- [Task requirements] Every entry must be given again exactly. Include no pictures.

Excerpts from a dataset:

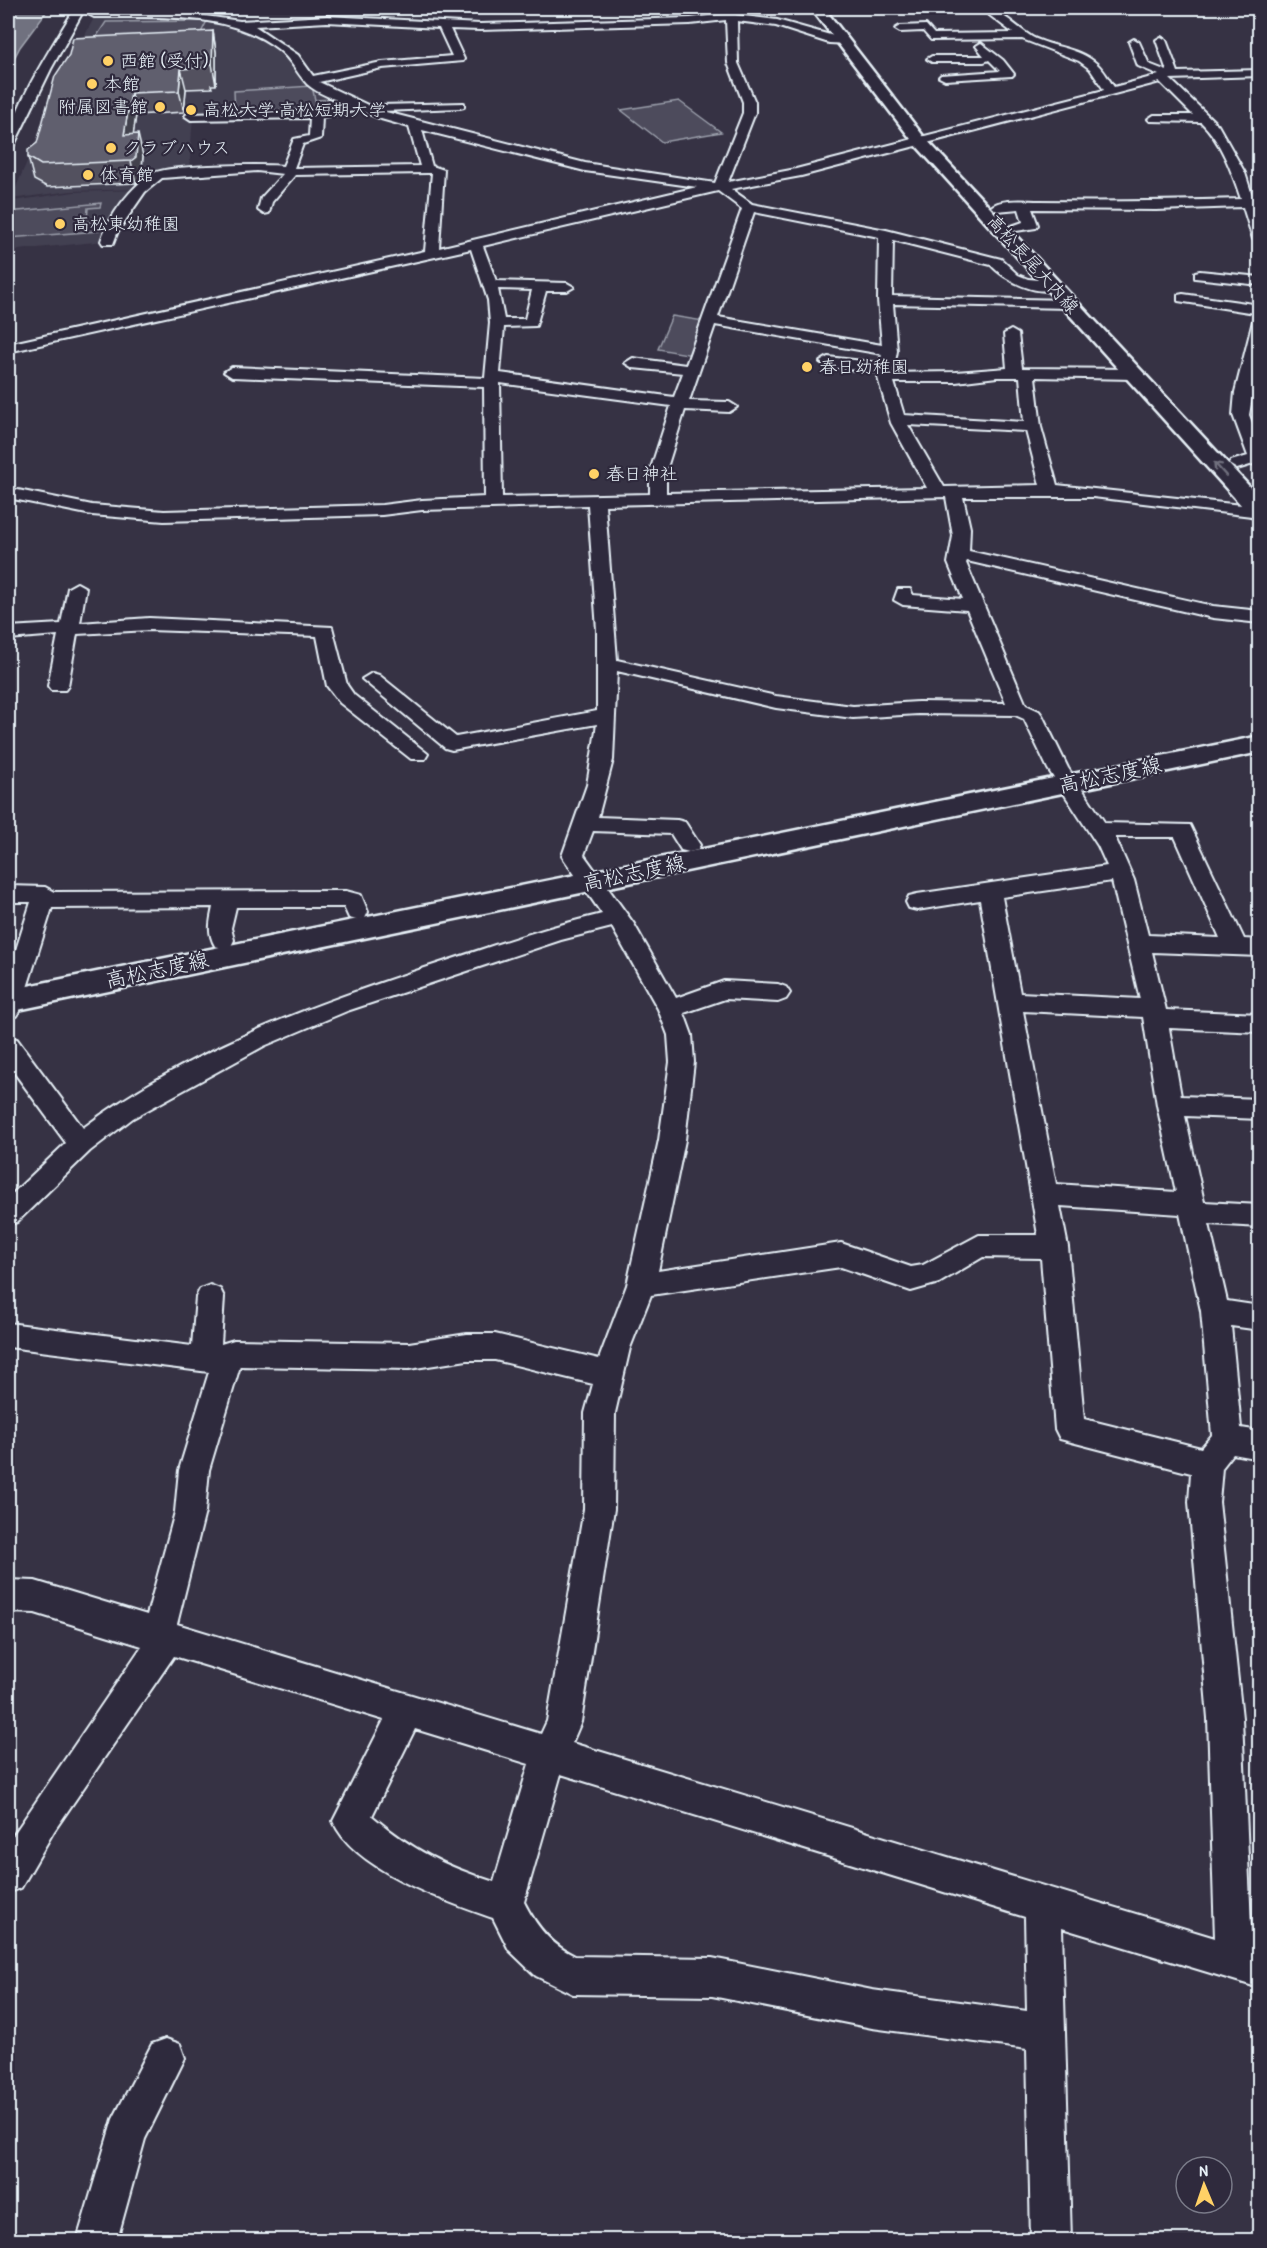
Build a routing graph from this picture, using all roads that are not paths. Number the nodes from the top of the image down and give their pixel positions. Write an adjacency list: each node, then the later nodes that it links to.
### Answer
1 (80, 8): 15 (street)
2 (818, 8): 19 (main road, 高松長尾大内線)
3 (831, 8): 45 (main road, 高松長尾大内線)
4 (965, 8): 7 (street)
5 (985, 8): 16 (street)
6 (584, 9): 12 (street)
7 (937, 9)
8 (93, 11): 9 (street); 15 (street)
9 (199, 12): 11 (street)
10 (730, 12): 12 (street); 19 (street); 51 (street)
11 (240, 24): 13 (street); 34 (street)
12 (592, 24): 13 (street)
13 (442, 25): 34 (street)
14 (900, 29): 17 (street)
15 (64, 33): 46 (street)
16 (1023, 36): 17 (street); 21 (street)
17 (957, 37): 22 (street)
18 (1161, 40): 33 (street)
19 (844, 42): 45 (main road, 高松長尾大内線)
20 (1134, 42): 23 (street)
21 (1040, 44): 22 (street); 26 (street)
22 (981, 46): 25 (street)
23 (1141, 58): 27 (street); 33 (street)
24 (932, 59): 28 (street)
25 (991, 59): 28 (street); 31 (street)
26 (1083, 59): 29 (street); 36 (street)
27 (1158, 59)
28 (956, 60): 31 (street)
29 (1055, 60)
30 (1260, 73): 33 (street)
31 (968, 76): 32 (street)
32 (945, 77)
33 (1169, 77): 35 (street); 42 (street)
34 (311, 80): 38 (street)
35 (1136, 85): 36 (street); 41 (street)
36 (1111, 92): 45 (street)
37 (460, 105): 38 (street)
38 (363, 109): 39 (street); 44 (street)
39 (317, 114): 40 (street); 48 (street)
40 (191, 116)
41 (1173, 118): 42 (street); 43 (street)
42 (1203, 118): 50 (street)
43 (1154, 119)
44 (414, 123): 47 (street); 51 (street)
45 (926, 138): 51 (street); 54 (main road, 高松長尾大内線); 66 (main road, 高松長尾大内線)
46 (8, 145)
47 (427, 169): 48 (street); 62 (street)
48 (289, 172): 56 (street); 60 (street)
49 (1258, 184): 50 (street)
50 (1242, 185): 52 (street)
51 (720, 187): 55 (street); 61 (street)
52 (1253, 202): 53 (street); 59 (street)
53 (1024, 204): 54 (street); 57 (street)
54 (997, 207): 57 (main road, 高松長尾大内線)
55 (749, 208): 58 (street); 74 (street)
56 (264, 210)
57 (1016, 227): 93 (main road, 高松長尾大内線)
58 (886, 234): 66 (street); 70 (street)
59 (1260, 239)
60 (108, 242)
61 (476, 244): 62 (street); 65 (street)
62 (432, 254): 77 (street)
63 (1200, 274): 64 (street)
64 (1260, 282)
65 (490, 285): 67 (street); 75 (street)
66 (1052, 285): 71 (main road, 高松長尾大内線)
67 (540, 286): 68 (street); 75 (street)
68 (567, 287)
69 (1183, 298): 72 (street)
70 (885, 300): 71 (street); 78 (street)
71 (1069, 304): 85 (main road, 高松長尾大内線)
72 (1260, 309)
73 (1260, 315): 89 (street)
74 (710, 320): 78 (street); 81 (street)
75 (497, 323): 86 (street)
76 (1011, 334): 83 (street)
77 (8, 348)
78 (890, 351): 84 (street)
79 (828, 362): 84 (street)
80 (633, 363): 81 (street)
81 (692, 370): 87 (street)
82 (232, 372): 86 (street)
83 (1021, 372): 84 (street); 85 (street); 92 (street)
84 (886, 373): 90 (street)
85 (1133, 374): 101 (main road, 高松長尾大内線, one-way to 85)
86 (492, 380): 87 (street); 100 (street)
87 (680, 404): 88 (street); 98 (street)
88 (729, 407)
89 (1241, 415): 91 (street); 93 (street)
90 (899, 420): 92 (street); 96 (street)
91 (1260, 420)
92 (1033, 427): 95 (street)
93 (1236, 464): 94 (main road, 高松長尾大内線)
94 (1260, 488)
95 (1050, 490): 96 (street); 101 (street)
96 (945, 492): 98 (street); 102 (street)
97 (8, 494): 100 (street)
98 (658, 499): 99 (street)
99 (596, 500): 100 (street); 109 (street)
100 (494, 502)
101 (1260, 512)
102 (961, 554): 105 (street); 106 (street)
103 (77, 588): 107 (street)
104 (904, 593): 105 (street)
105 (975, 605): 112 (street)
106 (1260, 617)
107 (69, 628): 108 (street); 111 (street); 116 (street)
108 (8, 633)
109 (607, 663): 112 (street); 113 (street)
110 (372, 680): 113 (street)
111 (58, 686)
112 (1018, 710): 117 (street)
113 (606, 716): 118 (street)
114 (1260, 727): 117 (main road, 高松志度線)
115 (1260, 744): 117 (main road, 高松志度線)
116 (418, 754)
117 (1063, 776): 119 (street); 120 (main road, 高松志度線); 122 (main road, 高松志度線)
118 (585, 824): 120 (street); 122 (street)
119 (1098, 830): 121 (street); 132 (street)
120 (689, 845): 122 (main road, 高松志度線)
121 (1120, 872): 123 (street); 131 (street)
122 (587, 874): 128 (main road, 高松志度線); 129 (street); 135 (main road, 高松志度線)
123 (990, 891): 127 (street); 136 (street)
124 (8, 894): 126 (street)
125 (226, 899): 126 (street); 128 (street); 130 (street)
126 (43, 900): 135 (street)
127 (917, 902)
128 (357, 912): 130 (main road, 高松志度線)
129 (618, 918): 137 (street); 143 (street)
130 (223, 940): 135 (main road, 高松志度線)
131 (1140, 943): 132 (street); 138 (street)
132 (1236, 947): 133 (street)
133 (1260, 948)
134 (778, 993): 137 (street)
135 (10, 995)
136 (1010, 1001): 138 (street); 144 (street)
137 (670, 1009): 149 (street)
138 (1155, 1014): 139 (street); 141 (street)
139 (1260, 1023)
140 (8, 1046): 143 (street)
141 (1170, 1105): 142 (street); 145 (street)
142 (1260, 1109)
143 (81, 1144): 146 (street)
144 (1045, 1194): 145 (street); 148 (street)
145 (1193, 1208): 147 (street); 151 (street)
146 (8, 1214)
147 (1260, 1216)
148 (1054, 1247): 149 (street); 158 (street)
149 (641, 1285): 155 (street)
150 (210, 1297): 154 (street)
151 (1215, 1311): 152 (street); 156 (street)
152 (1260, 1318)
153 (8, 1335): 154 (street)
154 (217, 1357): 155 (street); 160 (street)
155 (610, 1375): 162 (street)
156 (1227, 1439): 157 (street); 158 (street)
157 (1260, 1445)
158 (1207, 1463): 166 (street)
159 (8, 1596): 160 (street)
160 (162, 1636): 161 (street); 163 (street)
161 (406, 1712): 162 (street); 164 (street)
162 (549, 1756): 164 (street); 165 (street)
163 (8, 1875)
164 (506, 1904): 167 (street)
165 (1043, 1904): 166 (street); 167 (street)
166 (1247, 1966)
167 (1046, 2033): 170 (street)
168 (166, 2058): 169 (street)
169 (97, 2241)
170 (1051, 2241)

- [Answer space]
Build a routing graph from this picture, using all roads that are not paths. Number the nodes from the top of the image down and give their pixel positions. Write an adjacency list: each node, then the later nodes that it links to.
### Answer
1 (80, 8): 15 (street)
2 (818, 8): 19 (main road, 高松長尾大内線)
3 (831, 8): 45 (main road, 高松長尾大内線)
4 (965, 8): 7 (street)
5 (985, 8): 16 (street)
6 (584, 9): 12 (street)
7 (937, 9)
8 (93, 11): 9 (street); 15 (street)
9 (199, 12): 11 (street)
10 (730, 12): 12 (street); 19 (street); 51 (street)
11 (240, 24): 13 (street); 34 (street)
12 (592, 24): 13 (street)
13 (442, 25): 34 (street)
14 (900, 29): 17 (street)
15 (64, 33): 46 (street)
16 (1023, 36): 17 (street); 21 (street)
17 (957, 37): 22 (street)
18 (1161, 40): 33 (street)
19 (844, 42): 45 (main road, 高松長尾大内線)
20 (1134, 42): 23 (street)
21 (1040, 44): 22 (street); 26 (street)
22 (981, 46): 25 (street)
23 (1141, 58): 27 (street); 33 (street)
24 (932, 59): 28 (street)
25 (991, 59): 28 (street); 31 (street)
26 (1083, 59): 29 (street); 36 (street)
27 (1158, 59)
28 (956, 60): 31 (street)
29 (1055, 60)
30 (1260, 73): 33 (street)
31 (968, 76): 32 (street)
32 (945, 77)
33 (1169, 77): 35 (street); 42 (street)
34 (311, 80): 38 (street)
35 (1136, 85): 36 (street); 41 (street)
36 (1111, 92): 45 (street)
37 (460, 105): 38 (street)
38 (363, 109): 39 (street); 44 (street)
39 (317, 114): 40 (street); 48 (street)
40 (191, 116)
41 (1173, 118): 42 (street); 43 (street)
42 (1203, 118): 50 (street)
43 (1154, 119)
44 (414, 123): 47 (street); 51 (street)
45 (926, 138): 51 (street); 54 (main road, 高松長尾大内線); 66 (main road, 高松長尾大内線)
46 (8, 145)
47 (427, 169): 48 (street); 62 (street)
48 (289, 172): 56 (street); 60 (street)
49 (1258, 184): 50 (street)
50 (1242, 185): 52 (street)
51 (720, 187): 55 (street); 61 (street)
52 (1253, 202): 53 (street); 59 (street)
53 (1024, 204): 54 (street); 57 (street)
54 (997, 207): 57 (main road, 高松長尾大内線)
55 (749, 208): 58 (street); 74 (street)
56 (264, 210)
57 (1016, 227): 93 (main road, 高松長尾大内線)
58 (886, 234): 66 (street); 70 (street)
59 (1260, 239)
60 (108, 242)
61 (476, 244): 62 (street); 65 (street)
62 (432, 254): 77 (street)
63 (1200, 274): 64 (street)
64 (1260, 282)
65 (490, 285): 67 (street); 75 (street)
66 (1052, 285): 71 (main road, 高松長尾大内線)
67 (540, 286): 68 (street); 75 (street)
68 (567, 287)
69 (1183, 298): 72 (street)
70 (885, 300): 71 (street); 78 (street)
71 (1069, 304): 85 (main road, 高松長尾大内線)
72 (1260, 309)
73 (1260, 315): 89 (street)
74 (710, 320): 78 (street); 81 (street)
75 (497, 323): 86 (street)
76 (1011, 334): 83 (street)
77 (8, 348)
78 (890, 351): 84 (street)
79 (828, 362): 84 (street)
80 (633, 363): 81 (street)
81 (692, 370): 87 (street)
82 (232, 372): 86 (street)
83 (1021, 372): 84 (street); 85 (street); 92 (street)
84 (886, 373): 90 (street)
85 (1133, 374): 101 (main road, 高松長尾大内線, one-way to 85)
86 (492, 380): 87 (street); 100 (street)
87 (680, 404): 88 (street); 98 (street)
88 (729, 407)
89 (1241, 415): 91 (street); 93 (street)
90 (899, 420): 92 (street); 96 (street)
91 (1260, 420)
92 (1033, 427): 95 (street)
93 (1236, 464): 94 (main road, 高松長尾大内線)
94 (1260, 488)
95 (1050, 490): 96 (street); 101 (street)
96 (945, 492): 98 (street); 102 (street)
97 (8, 494): 100 (street)
98 (658, 499): 99 (street)
99 (596, 500): 100 (street); 109 (street)
100 (494, 502)
101 (1260, 512)
102 (961, 554): 105 (street); 106 (street)
103 (77, 588): 107 (street)
104 (904, 593): 105 (street)
105 (975, 605): 112 (street)
106 (1260, 617)
107 (69, 628): 108 (street); 111 (street); 116 (street)
108 (8, 633)
109 (607, 663): 112 (street); 113 (street)
110 (372, 680): 113 (street)
111 (58, 686)
112 (1018, 710): 117 (street)
113 (606, 716): 118 (street)
114 (1260, 727): 117 (main road, 高松志度線)
115 (1260, 744): 117 (main road, 高松志度線)
116 (418, 754)
117 (1063, 776): 119 (street); 120 (main road, 高松志度線); 122 (main road, 高松志度線)
118 (585, 824): 120 (street); 122 (street)
119 (1098, 830): 121 (street); 132 (street)
120 (689, 845): 122 (main road, 高松志度線)
121 (1120, 872): 123 (street); 131 (street)
122 (587, 874): 128 (main road, 高松志度線); 129 (street); 135 (main road, 高松志度線)
123 (990, 891): 127 (street); 136 (street)
124 (8, 894): 126 (street)
125 (226, 899): 126 (street); 128 (street); 130 (street)
126 (43, 900): 135 (street)
127 (917, 902)
128 (357, 912): 130 (main road, 高松志度線)
129 (618, 918): 137 (street); 143 (street)
130 (223, 940): 135 (main road, 高松志度線)
131 (1140, 943): 132 (street); 138 (street)
132 (1236, 947): 133 (street)
133 (1260, 948)
134 (778, 993): 137 (street)
135 (10, 995)
136 (1010, 1001): 138 (street); 144 (street)
137 (670, 1009): 149 (street)
138 (1155, 1014): 139 (street); 141 (street)
139 (1260, 1023)
140 (8, 1046): 143 (street)
141 (1170, 1105): 142 (street); 145 (street)
142 (1260, 1109)
143 (81, 1144): 146 (street)
144 (1045, 1194): 145 (street); 148 (street)
145 (1193, 1208): 147 (street); 151 (street)
146 (8, 1214)
147 (1260, 1216)
148 (1054, 1247): 149 (street); 158 (street)
149 (641, 1285): 155 (street)
150 (210, 1297): 154 (street)
151 (1215, 1311): 152 (street); 156 (street)
152 (1260, 1318)
153 (8, 1335): 154 (street)
154 (217, 1357): 155 (street); 160 (street)
155 (610, 1375): 162 (street)
156 (1227, 1439): 157 (street); 158 (street)
157 (1260, 1445)
158 (1207, 1463): 166 (street)
159 (8, 1596): 160 (street)
160 (162, 1636): 161 (street); 163 (street)
161 (406, 1712): 162 (street); 164 (street)
162 (549, 1756): 164 (street); 165 (street)
163 (8, 1875)
164 (506, 1904): 167 (street)
165 (1043, 1904): 166 (street); 167 (street)
166 (1247, 1966)
167 (1046, 2033): 170 (street)
168 (166, 2058): 169 (street)
169 (97, 2241)
170 (1051, 2241)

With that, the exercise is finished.